Adrienne Ames says, ” I am not ashamed of being a woman. I intend to keep on looking like one. Trousers on women are quite hideous. You will never – I repeat – never see a woman wearing trousers on Park Avenue!”
Carole Lombard is not a fan either. ” I have never seen a single woman who looked well in trousers,” says Carole coldly, allowing her eyes to rest momentarily on Marlene at the next table in the Coconut Grove, in a gray flannel lounge suit, beret, mens oxfors and turtle neck sweater.” I adore mens tailoring – but trousers? No!”

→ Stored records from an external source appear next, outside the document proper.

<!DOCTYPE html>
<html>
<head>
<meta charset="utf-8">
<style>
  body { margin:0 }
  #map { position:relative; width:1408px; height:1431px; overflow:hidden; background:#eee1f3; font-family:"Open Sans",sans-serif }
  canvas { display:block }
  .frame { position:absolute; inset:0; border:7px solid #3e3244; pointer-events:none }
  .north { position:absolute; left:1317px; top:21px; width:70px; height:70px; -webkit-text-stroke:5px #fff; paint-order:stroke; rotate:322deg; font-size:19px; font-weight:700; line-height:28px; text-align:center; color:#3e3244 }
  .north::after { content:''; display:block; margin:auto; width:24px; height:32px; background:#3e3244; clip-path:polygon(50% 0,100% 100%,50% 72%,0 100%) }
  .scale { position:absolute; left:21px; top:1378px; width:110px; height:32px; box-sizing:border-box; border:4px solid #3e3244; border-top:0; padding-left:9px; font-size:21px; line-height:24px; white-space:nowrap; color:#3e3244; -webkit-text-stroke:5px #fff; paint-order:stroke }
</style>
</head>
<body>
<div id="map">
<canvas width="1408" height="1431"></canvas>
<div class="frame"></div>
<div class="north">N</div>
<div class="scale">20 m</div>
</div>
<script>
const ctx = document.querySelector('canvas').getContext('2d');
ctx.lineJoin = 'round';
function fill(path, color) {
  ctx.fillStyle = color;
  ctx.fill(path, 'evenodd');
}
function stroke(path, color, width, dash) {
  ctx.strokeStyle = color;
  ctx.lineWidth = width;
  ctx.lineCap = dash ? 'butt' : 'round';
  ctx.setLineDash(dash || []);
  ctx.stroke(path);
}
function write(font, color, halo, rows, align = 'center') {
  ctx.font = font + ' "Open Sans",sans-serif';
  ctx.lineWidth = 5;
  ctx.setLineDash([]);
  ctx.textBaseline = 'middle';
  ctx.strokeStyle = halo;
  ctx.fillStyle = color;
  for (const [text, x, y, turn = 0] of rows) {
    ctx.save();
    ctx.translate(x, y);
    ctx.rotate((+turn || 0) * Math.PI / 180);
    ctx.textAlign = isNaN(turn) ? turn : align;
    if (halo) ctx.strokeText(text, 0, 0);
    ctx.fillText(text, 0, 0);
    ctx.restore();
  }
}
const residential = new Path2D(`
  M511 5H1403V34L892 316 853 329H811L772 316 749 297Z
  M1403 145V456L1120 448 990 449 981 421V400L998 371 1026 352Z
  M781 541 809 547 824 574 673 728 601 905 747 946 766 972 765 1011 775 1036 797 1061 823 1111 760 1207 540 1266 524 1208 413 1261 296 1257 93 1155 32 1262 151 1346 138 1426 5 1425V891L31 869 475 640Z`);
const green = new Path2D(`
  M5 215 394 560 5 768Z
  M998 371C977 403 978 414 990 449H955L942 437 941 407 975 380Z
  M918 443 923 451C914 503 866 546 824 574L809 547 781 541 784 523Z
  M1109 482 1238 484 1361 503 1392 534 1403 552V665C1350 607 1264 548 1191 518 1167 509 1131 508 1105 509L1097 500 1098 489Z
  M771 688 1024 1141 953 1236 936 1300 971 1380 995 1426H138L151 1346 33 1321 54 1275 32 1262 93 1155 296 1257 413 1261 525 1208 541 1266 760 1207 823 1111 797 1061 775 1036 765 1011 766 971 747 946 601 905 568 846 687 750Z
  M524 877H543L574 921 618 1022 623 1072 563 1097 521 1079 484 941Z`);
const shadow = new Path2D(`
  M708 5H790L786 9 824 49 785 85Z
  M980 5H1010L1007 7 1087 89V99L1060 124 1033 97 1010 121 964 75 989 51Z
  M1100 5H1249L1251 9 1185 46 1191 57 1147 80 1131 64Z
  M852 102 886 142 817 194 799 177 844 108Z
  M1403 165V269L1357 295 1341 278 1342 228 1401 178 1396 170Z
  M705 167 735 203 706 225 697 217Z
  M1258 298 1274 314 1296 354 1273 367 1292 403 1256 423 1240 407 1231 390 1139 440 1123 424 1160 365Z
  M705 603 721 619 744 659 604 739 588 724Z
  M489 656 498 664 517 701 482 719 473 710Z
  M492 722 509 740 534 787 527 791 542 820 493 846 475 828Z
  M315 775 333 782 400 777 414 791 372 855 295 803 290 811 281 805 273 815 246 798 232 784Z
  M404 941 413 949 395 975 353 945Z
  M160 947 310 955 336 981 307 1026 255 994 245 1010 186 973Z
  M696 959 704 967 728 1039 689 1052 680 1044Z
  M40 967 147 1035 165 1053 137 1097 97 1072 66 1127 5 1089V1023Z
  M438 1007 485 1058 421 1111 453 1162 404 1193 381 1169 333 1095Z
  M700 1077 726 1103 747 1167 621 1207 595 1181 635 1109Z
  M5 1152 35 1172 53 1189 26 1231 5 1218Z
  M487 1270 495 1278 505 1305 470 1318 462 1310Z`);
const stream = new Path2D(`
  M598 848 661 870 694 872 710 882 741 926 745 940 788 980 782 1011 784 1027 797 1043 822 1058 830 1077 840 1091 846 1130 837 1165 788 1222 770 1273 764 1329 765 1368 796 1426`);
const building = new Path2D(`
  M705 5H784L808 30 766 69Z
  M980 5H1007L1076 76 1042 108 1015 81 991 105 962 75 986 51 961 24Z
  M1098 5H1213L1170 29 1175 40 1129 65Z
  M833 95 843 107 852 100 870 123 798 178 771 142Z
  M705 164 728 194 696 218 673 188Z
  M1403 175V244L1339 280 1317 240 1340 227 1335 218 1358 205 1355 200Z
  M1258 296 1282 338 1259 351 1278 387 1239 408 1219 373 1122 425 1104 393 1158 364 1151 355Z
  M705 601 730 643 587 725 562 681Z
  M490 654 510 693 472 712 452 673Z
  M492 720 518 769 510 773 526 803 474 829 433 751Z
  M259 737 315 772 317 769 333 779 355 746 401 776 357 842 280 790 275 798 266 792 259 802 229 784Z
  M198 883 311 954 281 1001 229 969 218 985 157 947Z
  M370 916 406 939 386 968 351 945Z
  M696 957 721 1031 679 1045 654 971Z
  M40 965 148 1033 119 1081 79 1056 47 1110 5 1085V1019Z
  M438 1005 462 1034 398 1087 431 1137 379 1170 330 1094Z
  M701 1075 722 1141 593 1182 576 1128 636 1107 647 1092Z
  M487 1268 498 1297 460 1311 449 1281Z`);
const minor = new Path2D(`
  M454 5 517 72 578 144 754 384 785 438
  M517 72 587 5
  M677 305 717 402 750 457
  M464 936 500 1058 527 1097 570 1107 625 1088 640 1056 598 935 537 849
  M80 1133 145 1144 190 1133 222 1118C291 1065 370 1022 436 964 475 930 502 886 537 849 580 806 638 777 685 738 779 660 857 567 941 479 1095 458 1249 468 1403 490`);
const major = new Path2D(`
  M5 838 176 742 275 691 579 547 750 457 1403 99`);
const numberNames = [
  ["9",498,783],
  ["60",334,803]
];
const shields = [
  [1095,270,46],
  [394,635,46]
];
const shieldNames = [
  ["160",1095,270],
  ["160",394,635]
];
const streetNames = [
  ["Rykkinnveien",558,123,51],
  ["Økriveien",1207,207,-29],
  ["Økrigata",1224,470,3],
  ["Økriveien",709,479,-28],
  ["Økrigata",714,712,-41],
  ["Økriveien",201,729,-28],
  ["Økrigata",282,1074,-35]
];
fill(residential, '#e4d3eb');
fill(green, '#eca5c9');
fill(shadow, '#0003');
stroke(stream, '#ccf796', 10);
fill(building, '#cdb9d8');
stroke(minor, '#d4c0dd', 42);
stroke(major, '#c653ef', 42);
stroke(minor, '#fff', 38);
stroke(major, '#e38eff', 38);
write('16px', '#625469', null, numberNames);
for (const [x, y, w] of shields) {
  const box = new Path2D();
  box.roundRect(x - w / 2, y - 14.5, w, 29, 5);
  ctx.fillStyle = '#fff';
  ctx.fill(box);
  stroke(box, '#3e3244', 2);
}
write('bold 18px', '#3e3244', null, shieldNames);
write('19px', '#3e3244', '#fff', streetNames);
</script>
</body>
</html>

But does Carole Lombard know that the suit Marlene is wearing is by none other than Coco Chanel ?
“What a fuss over nothing,” says Marlene Dietrich, who has been wearing trousers for years, but was rarely photographed in them until that night earlier this year on the evening of January 12th, a new era in feminine fashions was officially inaugurated when, accompanied by a blushing and slightly embarrassed Maurice Chevalier, La Dietrich wore her tuxedo to that premiere. Before radio announcers and google-eyed spectators stuttering with amazement.
The following day – every newspaper in America carried a picture of Marlene in trousers. Telegraph wires clicked, cables carried the news to far countries. Paris raised their eyebrows only to sigh – their women have been wearing trousers for some time. Paramount seized the occasion to push the greatest publicity campaign ever given to a star.
” I wear them to be comfortable,” says Marlene,” not sensational!”
Avid fans of Marlene might remember her 1929 Berlin film Ship of Lost Men, where she was almost exclusively in male attire. In Hollywood she has attended many parties wearing slacks and is certainly considered – along with Greta Garbo to be somewhat of a pioneer. But it took that premiere to spread the word beyond Hollywood and what a stir it has caused.
Word got out that Marlene had in fact ten trouser suits; she was photographed in several of them.
Department stores blossomed out in pantaloons for every size, from junior miss to stylish stout. Advertisements blared the new “Marlene Mannish Styles.”
And what of Garbo? For many years she has worn them. Attendants at the Filmarte Theatre often saw Garbo strolling in, wearing white flannel trousers and a mannish coat. Partygoers were accustomed to the sight of a Greta in slacks or trousers. But no one, not least MGM, ever thought of making publicity out of it. And so – Garbo, the real pioneer, many would say, is eclipsed by Marlene.
Is it possible that this is because Miss Dietrich actually looks ‘more feminine’ in male garb than Garbo?